**The problem**
Write out the records in full, exactly as given, but without the images.

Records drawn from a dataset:
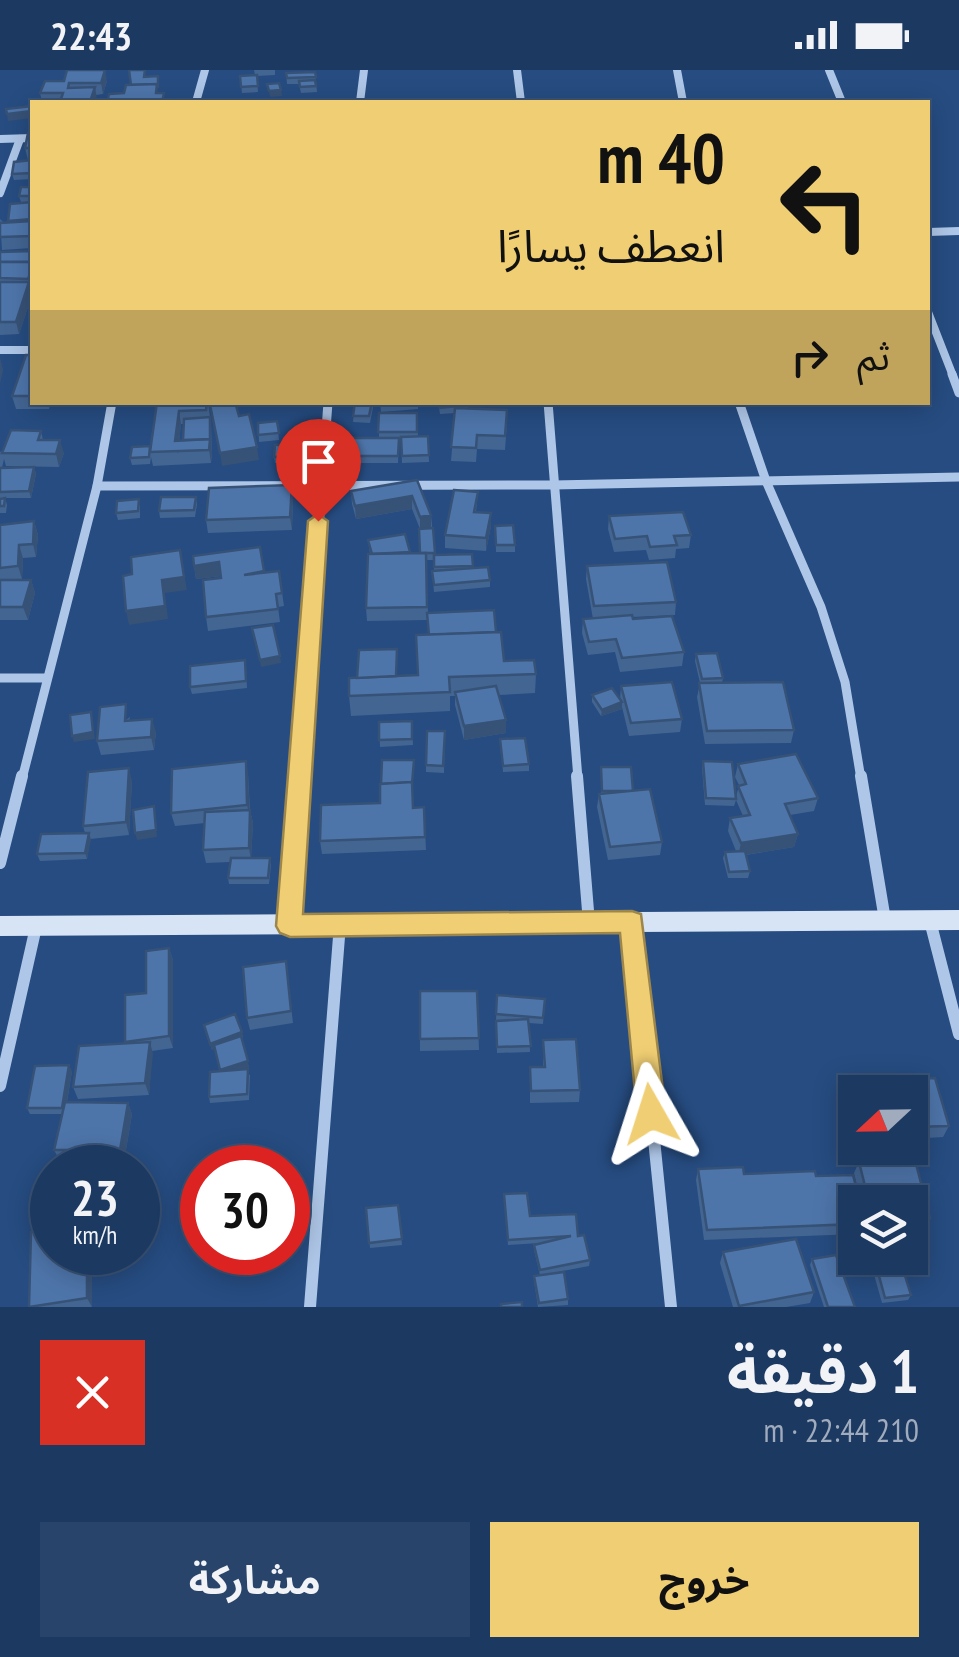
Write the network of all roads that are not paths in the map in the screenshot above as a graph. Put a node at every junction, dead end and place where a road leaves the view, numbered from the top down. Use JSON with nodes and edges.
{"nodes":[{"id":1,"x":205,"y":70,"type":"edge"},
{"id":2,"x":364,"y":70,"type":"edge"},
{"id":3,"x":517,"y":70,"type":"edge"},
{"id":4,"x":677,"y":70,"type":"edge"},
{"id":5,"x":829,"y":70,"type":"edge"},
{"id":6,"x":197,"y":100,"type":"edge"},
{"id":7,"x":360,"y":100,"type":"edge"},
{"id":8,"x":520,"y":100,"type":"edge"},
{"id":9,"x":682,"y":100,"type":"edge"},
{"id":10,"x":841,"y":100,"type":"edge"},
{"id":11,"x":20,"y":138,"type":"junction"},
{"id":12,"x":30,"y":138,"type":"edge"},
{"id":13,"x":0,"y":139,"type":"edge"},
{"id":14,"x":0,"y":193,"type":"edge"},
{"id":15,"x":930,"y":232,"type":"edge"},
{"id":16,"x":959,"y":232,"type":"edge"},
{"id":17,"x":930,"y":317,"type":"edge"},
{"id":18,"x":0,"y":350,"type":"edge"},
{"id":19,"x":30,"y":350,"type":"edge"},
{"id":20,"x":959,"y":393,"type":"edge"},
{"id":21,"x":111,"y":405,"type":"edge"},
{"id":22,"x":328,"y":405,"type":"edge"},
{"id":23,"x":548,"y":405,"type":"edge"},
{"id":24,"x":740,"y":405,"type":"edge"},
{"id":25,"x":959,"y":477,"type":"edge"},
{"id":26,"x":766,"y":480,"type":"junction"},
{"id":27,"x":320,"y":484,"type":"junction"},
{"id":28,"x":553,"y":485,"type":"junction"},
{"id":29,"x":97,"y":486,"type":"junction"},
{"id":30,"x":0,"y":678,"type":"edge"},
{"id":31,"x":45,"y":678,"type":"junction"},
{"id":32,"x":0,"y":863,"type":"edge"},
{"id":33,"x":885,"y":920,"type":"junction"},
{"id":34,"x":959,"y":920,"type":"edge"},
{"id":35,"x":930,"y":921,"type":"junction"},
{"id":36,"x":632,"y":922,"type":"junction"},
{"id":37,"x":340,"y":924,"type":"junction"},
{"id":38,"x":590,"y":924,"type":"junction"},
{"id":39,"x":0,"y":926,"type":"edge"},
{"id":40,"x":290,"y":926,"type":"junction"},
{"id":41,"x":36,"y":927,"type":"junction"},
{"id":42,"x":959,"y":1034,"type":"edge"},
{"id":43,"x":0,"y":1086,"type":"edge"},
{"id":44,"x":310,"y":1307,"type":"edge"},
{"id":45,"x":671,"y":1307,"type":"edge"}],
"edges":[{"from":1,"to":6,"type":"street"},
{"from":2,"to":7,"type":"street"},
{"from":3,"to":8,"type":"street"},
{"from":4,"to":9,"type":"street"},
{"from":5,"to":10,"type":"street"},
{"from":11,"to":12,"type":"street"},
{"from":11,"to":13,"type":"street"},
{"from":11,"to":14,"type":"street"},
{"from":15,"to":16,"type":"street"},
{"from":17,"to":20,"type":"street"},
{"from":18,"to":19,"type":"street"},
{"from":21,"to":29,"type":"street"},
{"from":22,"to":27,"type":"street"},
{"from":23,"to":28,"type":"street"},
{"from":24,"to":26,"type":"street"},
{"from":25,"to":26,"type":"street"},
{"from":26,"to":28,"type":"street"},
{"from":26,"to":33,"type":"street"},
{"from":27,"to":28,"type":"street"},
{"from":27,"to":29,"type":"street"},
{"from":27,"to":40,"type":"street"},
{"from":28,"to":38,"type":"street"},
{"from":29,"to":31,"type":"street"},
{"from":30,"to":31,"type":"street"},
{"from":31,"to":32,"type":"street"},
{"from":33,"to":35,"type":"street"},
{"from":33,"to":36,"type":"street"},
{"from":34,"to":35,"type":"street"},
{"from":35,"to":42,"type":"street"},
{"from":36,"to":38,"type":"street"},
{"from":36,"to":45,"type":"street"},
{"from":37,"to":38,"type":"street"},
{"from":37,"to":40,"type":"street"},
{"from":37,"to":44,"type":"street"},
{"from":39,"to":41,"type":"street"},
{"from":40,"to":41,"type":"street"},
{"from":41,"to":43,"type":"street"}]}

**Reply to the task**
Write the network of all roads that are not paths in the map in the screenshot above as a graph. Put a node at every junction, dead end and place where a road leaves the view, numbered from the top down. Use JSON with nodes and edges.
{"nodes":[{"id":1,"x":205,"y":70,"type":"edge"},
{"id":2,"x":364,"y":70,"type":"edge"},
{"id":3,"x":517,"y":70,"type":"edge"},
{"id":4,"x":677,"y":70,"type":"edge"},
{"id":5,"x":829,"y":70,"type":"edge"},
{"id":6,"x":197,"y":100,"type":"edge"},
{"id":7,"x":360,"y":100,"type":"edge"},
{"id":8,"x":520,"y":100,"type":"edge"},
{"id":9,"x":682,"y":100,"type":"edge"},
{"id":10,"x":841,"y":100,"type":"edge"},
{"id":11,"x":20,"y":138,"type":"junction"},
{"id":12,"x":30,"y":138,"type":"edge"},
{"id":13,"x":0,"y":139,"type":"edge"},
{"id":14,"x":0,"y":193,"type":"edge"},
{"id":15,"x":930,"y":232,"type":"edge"},
{"id":16,"x":959,"y":232,"type":"edge"},
{"id":17,"x":930,"y":317,"type":"edge"},
{"id":18,"x":0,"y":350,"type":"edge"},
{"id":19,"x":30,"y":350,"type":"edge"},
{"id":20,"x":959,"y":393,"type":"edge"},
{"id":21,"x":111,"y":405,"type":"edge"},
{"id":22,"x":328,"y":405,"type":"edge"},
{"id":23,"x":548,"y":405,"type":"edge"},
{"id":24,"x":740,"y":405,"type":"edge"},
{"id":25,"x":959,"y":477,"type":"edge"},
{"id":26,"x":766,"y":480,"type":"junction"},
{"id":27,"x":320,"y":484,"type":"junction"},
{"id":28,"x":553,"y":485,"type":"junction"},
{"id":29,"x":97,"y":486,"type":"junction"},
{"id":30,"x":0,"y":678,"type":"edge"},
{"id":31,"x":45,"y":678,"type":"junction"},
{"id":32,"x":0,"y":863,"type":"edge"},
{"id":33,"x":885,"y":920,"type":"junction"},
{"id":34,"x":959,"y":920,"type":"edge"},
{"id":35,"x":930,"y":921,"type":"junction"},
{"id":36,"x":632,"y":922,"type":"junction"},
{"id":37,"x":340,"y":924,"type":"junction"},
{"id":38,"x":590,"y":924,"type":"junction"},
{"id":39,"x":0,"y":926,"type":"edge"},
{"id":40,"x":290,"y":926,"type":"junction"},
{"id":41,"x":36,"y":927,"type":"junction"},
{"id":42,"x":959,"y":1034,"type":"edge"},
{"id":43,"x":0,"y":1086,"type":"edge"},
{"id":44,"x":310,"y":1307,"type":"edge"},
{"id":45,"x":671,"y":1307,"type":"edge"}],
"edges":[{"from":1,"to":6,"type":"street"},
{"from":2,"to":7,"type":"street"},
{"from":3,"to":8,"type":"street"},
{"from":4,"to":9,"type":"street"},
{"from":5,"to":10,"type":"street"},
{"from":11,"to":12,"type":"street"},
{"from":11,"to":13,"type":"street"},
{"from":11,"to":14,"type":"street"},
{"from":15,"to":16,"type":"street"},
{"from":17,"to":20,"type":"street"},
{"from":18,"to":19,"type":"street"},
{"from":21,"to":29,"type":"street"},
{"from":22,"to":27,"type":"street"},
{"from":23,"to":28,"type":"street"},
{"from":24,"to":26,"type":"street"},
{"from":25,"to":26,"type":"street"},
{"from":26,"to":28,"type":"street"},
{"from":26,"to":33,"type":"street"},
{"from":27,"to":28,"type":"street"},
{"from":27,"to":29,"type":"street"},
{"from":27,"to":40,"type":"street"},
{"from":28,"to":38,"type":"street"},
{"from":29,"to":31,"type":"street"},
{"from":30,"to":31,"type":"street"},
{"from":31,"to":32,"type":"street"},
{"from":33,"to":35,"type":"street"},
{"from":33,"to":36,"type":"street"},
{"from":34,"to":35,"type":"street"},
{"from":35,"to":42,"type":"street"},
{"from":36,"to":38,"type":"street"},
{"from":36,"to":45,"type":"street"},
{"from":37,"to":38,"type":"street"},
{"from":37,"to":40,"type":"street"},
{"from":37,"to":44,"type":"street"},
{"from":39,"to":41,"type":"street"},
{"from":40,"to":41,"type":"street"},
{"from":41,"to":43,"type":"street"}]}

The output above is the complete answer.